--- SUPPLIED ENTRIES Enclosed Below ---

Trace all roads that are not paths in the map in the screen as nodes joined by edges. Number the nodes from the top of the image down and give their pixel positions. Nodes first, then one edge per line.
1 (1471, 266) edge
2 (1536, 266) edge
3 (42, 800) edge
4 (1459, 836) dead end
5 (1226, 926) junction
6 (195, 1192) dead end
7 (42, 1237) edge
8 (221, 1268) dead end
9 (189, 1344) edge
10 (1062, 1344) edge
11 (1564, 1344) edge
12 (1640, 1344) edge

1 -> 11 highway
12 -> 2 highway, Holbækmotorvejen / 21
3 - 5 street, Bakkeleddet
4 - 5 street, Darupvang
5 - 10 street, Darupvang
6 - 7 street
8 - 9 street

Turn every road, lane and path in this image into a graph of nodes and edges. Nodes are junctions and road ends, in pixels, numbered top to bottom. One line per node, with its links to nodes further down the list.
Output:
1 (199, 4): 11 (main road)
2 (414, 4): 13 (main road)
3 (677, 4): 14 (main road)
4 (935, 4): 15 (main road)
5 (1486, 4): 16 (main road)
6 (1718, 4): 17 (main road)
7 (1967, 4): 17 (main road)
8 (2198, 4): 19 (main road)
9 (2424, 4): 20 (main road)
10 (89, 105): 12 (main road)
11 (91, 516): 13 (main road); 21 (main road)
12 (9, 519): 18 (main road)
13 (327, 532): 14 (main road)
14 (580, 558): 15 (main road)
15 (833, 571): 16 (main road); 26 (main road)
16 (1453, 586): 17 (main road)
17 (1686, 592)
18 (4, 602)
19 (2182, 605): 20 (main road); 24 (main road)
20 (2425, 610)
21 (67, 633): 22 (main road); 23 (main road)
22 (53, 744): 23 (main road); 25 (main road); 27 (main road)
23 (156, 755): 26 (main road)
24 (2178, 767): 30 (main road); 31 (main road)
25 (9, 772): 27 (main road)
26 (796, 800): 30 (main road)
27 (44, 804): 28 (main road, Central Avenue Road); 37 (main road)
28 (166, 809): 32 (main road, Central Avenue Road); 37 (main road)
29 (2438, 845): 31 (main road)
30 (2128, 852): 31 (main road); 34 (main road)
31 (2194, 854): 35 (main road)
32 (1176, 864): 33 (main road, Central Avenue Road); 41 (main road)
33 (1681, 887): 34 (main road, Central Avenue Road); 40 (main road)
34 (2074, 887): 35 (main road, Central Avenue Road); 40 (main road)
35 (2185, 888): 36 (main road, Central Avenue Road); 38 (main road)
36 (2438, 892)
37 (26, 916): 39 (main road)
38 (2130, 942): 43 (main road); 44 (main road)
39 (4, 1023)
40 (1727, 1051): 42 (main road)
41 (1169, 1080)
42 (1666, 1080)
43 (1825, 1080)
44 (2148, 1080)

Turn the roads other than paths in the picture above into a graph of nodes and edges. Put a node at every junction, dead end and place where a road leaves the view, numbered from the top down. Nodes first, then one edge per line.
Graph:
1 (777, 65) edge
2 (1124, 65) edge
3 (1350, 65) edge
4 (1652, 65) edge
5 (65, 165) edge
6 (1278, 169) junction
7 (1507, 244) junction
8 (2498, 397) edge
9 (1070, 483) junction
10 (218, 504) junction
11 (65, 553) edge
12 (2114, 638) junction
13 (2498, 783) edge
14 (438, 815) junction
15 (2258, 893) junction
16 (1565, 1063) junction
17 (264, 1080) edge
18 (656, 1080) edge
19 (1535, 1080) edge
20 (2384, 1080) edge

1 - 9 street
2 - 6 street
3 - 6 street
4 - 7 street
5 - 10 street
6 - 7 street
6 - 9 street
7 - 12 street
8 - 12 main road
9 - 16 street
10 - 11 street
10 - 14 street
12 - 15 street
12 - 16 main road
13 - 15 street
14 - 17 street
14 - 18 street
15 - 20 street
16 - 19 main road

--- End of Enclosed SUPPLIED ENTRIES ---

§ **WHAT TO DO**:
Please set down the entire material above exactly as presented.

§ **YOUR RESPONSE**:
Trace all roads that are not paths in the map in the screen as nodes joined by edges. Number the nodes from the top of the image down and give their pixel positions. Nodes first, then one edge per line.
1 (1471, 266) edge
2 (1536, 266) edge
3 (42, 800) edge
4 (1459, 836) dead end
5 (1226, 926) junction
6 (195, 1192) dead end
7 (42, 1237) edge
8 (221, 1268) dead end
9 (189, 1344) edge
10 (1062, 1344) edge
11 (1564, 1344) edge
12 (1640, 1344) edge

1 -> 11 highway
12 -> 2 highway, Holbækmotorvejen / 21
3 - 5 street, Bakkeleddet
4 - 5 street, Darupvang
5 - 10 street, Darupvang
6 - 7 street
8 - 9 street

Turn every road, lane and path in this image into a graph of nodes and edges. Nodes are junctions and road ends, in pixels, numbered top to bottom. One line per node, with its links to nodes further down the list.
Output:
1 (199, 4): 11 (main road)
2 (414, 4): 13 (main road)
3 (677, 4): 14 (main road)
4 (935, 4): 15 (main road)
5 (1486, 4): 16 (main road)
6 (1718, 4): 17 (main road)
7 (1967, 4): 17 (main road)
8 (2198, 4): 19 (main road)
9 (2424, 4): 20 (main road)
10 (89, 105): 12 (main road)
11 (91, 516): 13 (main road); 21 (main road)
12 (9, 519): 18 (main road)
13 (327, 532): 14 (main road)
14 (580, 558): 15 (main road)
15 (833, 571): 16 (main road); 26 (main road)
16 (1453, 586): 17 (main road)
17 (1686, 592)
18 (4, 602)
19 (2182, 605): 20 (main road); 24 (main road)
20 (2425, 610)
21 (67, 633): 22 (main road); 23 (main road)
22 (53, 744): 23 (main road); 25 (main road); 27 (main road)
23 (156, 755): 26 (main road)
24 (2178, 767): 30 (main road); 31 (main road)
25 (9, 772): 27 (main road)
26 (796, 800): 30 (main road)
27 (44, 804): 28 (main road, Central Avenue Road); 37 (main road)
28 (166, 809): 32 (main road, Central Avenue Road); 37 (main road)
29 (2438, 845): 31 (main road)
30 (2128, 852): 31 (main road); 34 (main road)
31 (2194, 854): 35 (main road)
32 (1176, 864): 33 (main road, Central Avenue Road); 41 (main road)
33 (1681, 887): 34 (main road, Central Avenue Road); 40 (main road)
34 (2074, 887): 35 (main road, Central Avenue Road); 40 (main road)
35 (2185, 888): 36 (main road, Central Avenue Road); 38 (main road)
36 (2438, 892)
37 (26, 916): 39 (main road)
38 (2130, 942): 43 (main road); 44 (main road)
39 (4, 1023)
40 (1727, 1051): 42 (main road)
41 (1169, 1080)
42 (1666, 1080)
43 (1825, 1080)
44 (2148, 1080)

Turn the roads other than paths in the picture above into a graph of nodes and edges. Put a node at every junction, dead end and place where a road leaves the view, numbered from the top down. Nodes first, then one edge per line.
Graph:
1 (777, 65) edge
2 (1124, 65) edge
3 (1350, 65) edge
4 (1652, 65) edge
5 (65, 165) edge
6 (1278, 169) junction
7 (1507, 244) junction
8 (2498, 397) edge
9 (1070, 483) junction
10 (218, 504) junction
11 (65, 553) edge
12 (2114, 638) junction
13 (2498, 783) edge
14 (438, 815) junction
15 (2258, 893) junction
16 (1565, 1063) junction
17 (264, 1080) edge
18 (656, 1080) edge
19 (1535, 1080) edge
20 (2384, 1080) edge

1 - 9 street
2 - 6 street
3 - 6 street
4 - 7 street
5 - 10 street
6 - 7 street
6 - 9 street
7 - 12 street
8 - 12 main road
9 - 16 street
10 - 11 street
10 - 14 street
12 - 15 street
12 - 16 main road
13 - 15 street
14 - 17 street
14 - 18 street
15 - 20 street
16 - 19 main road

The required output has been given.